Stored data
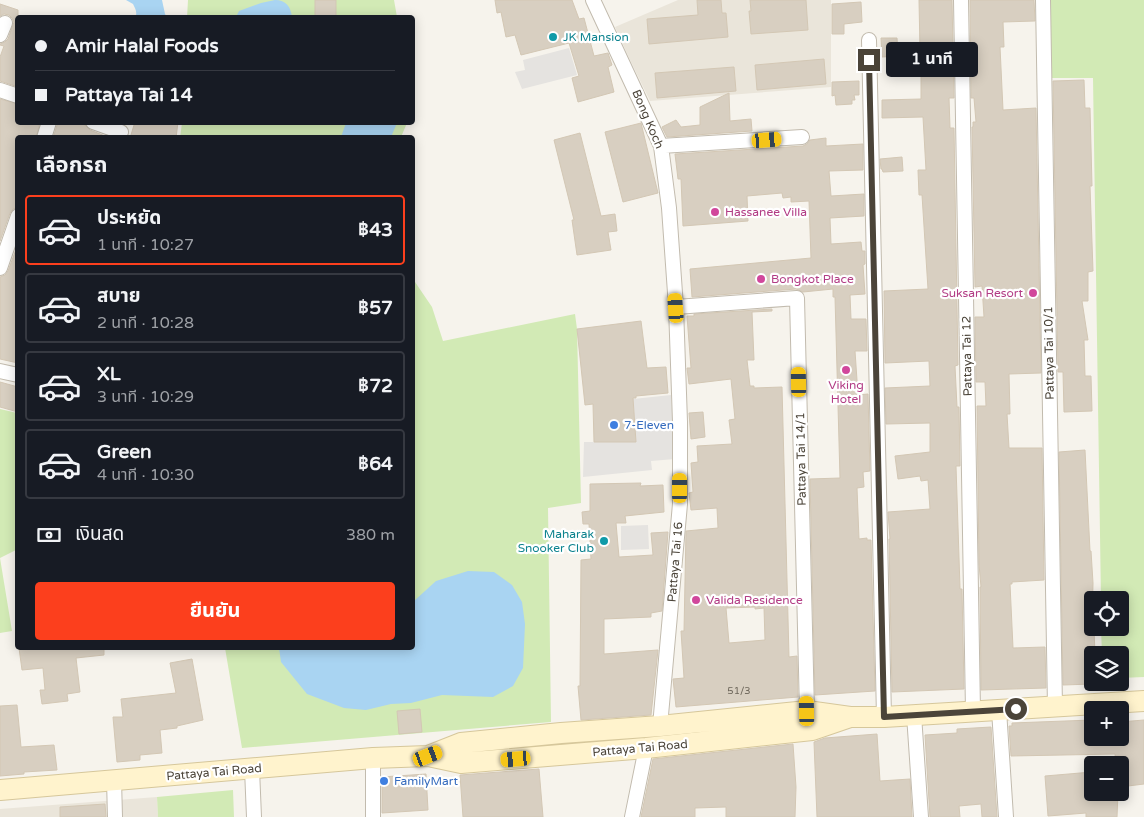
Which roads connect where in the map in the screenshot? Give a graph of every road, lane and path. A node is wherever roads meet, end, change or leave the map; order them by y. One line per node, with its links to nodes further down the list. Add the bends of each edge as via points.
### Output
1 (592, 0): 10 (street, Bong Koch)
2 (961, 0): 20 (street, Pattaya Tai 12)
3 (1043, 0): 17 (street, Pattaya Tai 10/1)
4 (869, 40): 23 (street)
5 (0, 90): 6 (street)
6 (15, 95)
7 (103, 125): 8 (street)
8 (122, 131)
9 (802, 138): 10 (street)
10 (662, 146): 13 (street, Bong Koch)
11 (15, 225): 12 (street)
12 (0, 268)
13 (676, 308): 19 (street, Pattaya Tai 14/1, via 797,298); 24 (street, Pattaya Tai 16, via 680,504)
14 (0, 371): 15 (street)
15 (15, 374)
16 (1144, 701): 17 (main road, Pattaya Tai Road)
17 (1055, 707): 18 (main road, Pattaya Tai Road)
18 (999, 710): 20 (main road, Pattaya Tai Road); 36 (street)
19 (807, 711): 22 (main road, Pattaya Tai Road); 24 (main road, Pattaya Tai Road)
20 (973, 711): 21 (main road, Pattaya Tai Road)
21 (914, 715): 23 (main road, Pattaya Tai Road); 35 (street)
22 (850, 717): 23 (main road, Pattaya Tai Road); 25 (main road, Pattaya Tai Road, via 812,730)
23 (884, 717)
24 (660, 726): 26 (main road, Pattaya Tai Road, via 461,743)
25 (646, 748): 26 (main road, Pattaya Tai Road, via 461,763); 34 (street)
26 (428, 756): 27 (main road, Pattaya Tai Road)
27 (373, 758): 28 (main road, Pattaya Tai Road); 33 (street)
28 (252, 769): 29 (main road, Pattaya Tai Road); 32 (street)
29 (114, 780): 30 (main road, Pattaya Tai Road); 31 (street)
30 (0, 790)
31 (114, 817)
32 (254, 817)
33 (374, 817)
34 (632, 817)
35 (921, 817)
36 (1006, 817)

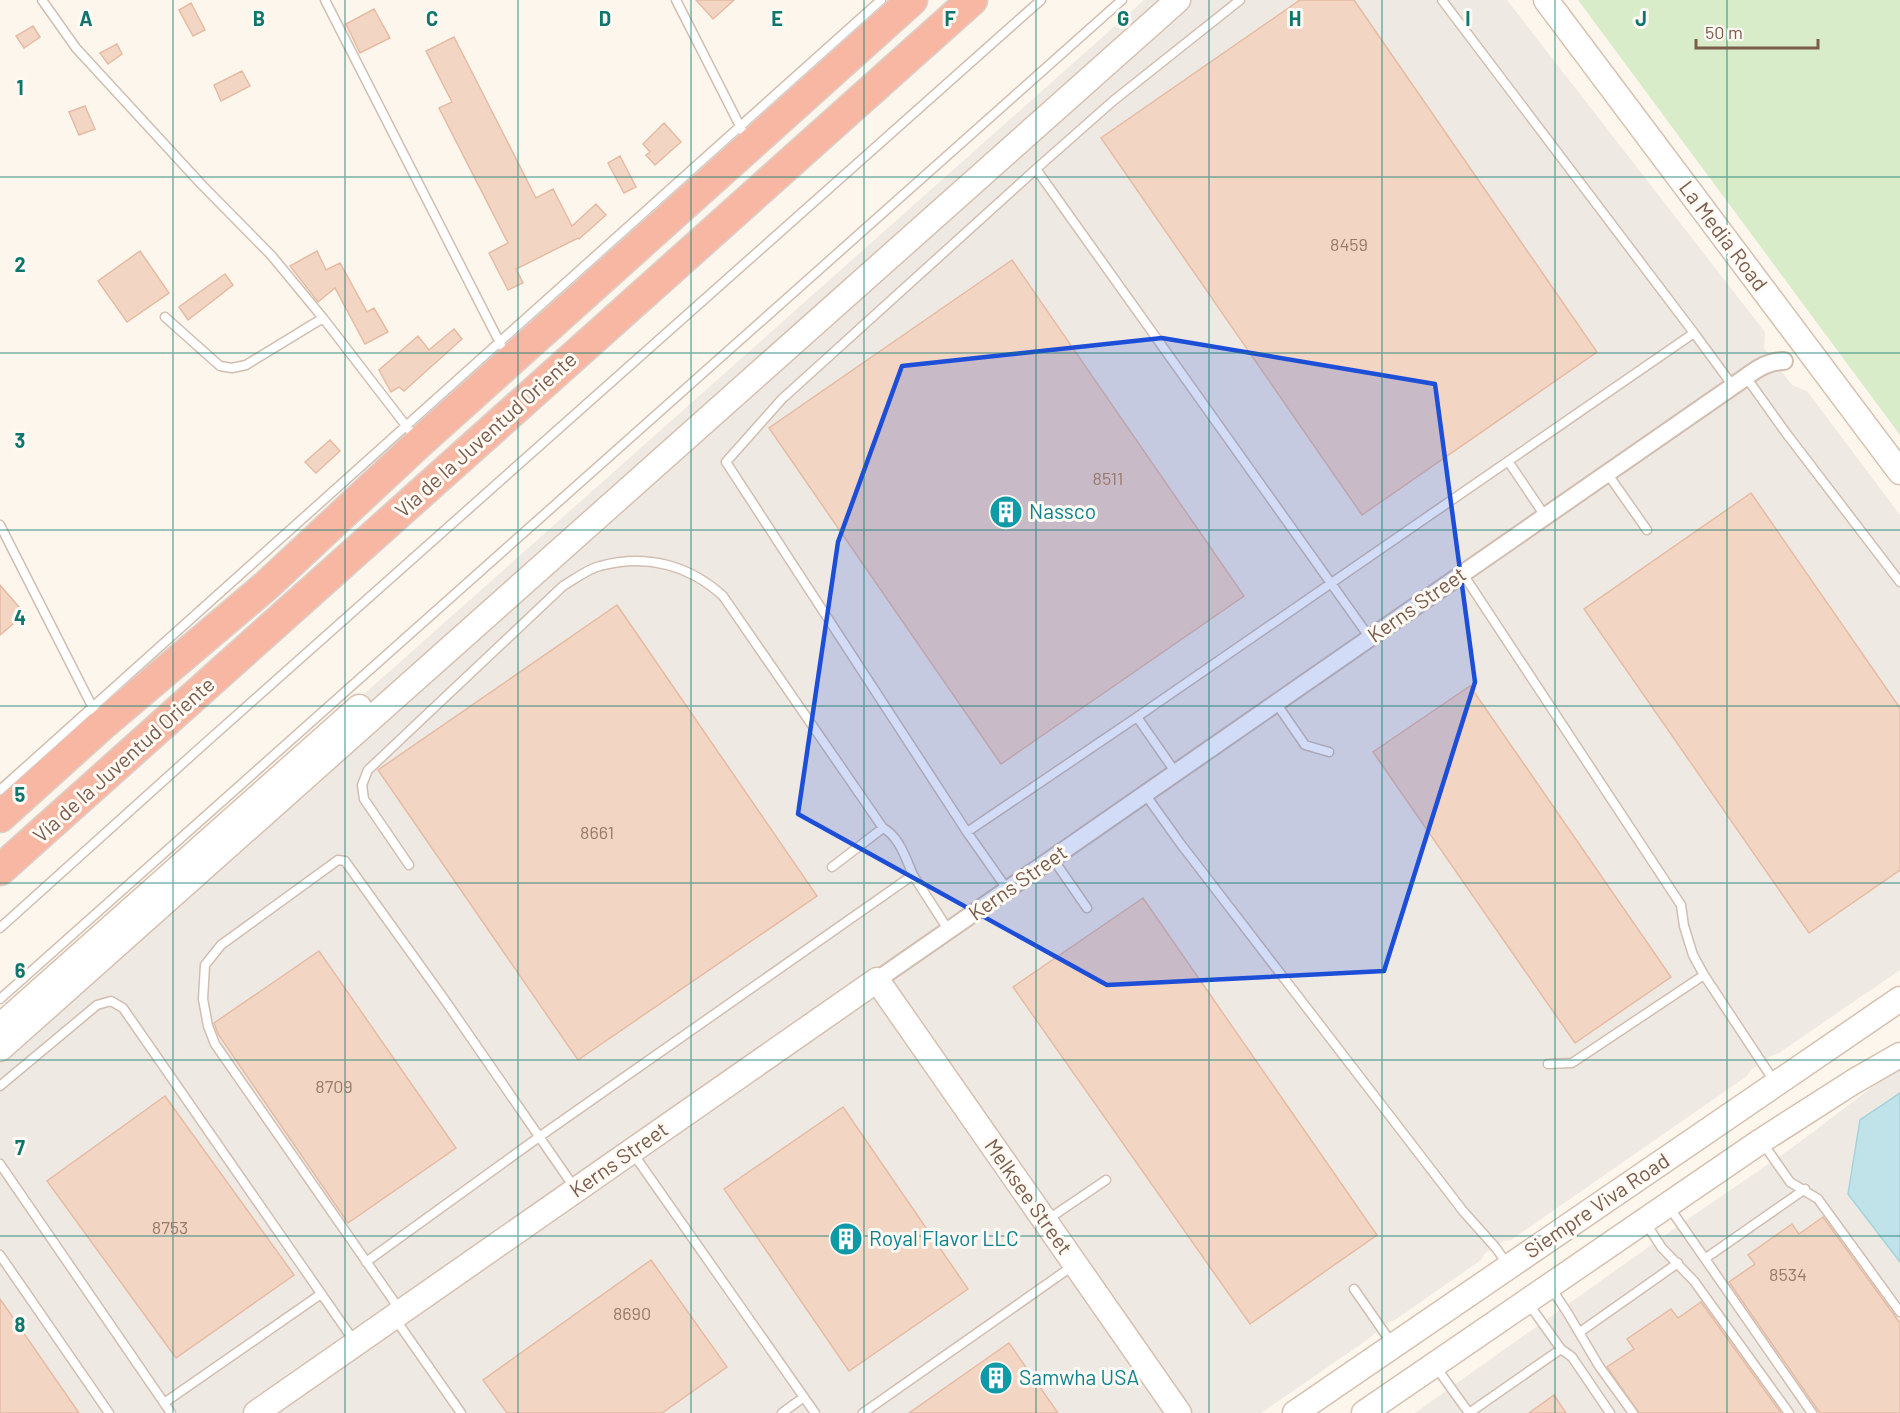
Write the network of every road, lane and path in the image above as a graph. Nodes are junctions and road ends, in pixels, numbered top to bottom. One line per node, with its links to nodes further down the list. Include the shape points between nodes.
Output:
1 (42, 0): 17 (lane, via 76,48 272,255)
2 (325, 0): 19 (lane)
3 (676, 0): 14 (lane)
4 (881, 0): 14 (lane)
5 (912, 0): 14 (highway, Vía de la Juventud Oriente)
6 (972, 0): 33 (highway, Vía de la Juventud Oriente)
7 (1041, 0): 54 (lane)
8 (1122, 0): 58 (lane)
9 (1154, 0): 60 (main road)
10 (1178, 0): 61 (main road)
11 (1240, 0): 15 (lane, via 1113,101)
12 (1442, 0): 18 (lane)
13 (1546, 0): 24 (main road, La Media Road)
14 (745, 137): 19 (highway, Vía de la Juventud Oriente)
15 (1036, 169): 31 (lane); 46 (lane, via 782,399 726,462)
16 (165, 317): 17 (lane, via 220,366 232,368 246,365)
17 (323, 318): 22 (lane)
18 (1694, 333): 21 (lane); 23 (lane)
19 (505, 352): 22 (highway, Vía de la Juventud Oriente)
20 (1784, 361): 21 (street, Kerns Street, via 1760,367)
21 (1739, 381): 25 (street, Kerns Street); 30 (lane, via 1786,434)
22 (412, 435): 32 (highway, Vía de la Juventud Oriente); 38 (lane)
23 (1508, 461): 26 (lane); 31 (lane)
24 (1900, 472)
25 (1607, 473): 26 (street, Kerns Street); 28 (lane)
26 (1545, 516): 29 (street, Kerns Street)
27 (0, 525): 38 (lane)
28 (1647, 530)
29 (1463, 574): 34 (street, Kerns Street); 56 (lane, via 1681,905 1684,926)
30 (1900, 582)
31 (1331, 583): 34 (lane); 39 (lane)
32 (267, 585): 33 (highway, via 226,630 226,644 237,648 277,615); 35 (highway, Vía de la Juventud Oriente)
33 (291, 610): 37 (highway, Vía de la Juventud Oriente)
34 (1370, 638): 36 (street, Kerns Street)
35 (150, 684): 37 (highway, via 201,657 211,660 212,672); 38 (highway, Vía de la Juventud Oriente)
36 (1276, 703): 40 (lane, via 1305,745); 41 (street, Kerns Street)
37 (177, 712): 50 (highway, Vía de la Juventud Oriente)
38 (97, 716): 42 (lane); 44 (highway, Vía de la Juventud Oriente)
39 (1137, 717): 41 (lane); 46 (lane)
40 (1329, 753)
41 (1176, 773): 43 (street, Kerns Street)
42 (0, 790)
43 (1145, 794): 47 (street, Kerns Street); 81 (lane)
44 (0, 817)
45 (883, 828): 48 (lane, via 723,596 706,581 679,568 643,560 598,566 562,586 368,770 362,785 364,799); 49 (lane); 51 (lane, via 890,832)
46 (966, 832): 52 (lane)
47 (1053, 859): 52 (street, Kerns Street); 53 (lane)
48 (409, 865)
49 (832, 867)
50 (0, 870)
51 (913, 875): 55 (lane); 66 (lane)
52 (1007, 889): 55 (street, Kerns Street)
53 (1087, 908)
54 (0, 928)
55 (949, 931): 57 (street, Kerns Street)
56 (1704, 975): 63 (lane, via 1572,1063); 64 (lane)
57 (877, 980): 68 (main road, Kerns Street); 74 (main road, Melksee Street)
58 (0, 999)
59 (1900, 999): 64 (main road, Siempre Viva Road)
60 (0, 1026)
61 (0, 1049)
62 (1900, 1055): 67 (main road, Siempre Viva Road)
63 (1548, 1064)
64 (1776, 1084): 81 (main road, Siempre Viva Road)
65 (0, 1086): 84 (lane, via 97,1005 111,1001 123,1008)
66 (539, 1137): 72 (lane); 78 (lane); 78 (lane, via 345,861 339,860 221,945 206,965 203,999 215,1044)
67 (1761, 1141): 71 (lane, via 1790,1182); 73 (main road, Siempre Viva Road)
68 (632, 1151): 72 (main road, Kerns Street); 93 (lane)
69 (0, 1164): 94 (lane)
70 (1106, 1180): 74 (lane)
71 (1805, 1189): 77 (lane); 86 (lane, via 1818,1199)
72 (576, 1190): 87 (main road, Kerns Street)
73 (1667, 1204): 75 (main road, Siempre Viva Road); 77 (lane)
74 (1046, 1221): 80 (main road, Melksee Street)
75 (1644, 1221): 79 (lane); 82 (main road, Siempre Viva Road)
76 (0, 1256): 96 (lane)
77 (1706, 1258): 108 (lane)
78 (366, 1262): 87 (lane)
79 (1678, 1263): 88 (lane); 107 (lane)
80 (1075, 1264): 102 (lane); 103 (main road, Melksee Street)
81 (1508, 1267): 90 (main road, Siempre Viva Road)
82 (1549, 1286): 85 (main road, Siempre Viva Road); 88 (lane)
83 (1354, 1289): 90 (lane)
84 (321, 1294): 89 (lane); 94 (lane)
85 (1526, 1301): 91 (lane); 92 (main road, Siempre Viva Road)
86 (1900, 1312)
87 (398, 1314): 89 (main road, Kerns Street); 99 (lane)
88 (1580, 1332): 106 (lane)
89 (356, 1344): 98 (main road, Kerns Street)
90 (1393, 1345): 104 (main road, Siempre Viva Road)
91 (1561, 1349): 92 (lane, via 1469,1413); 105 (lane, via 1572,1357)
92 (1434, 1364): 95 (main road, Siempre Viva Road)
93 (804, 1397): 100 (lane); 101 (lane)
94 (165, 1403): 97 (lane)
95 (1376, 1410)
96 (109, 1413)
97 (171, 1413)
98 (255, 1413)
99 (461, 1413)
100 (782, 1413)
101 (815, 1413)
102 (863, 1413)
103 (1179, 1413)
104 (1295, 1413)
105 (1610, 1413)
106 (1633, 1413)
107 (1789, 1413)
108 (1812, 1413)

(EXERCISE PROMPT) Copy the lines above that hold the word "Bong".

(TASK SOLUTION)
1 (592, 0): 10 (street, Bong Koch)
10 (662, 146): 13 (street, Bong Koch)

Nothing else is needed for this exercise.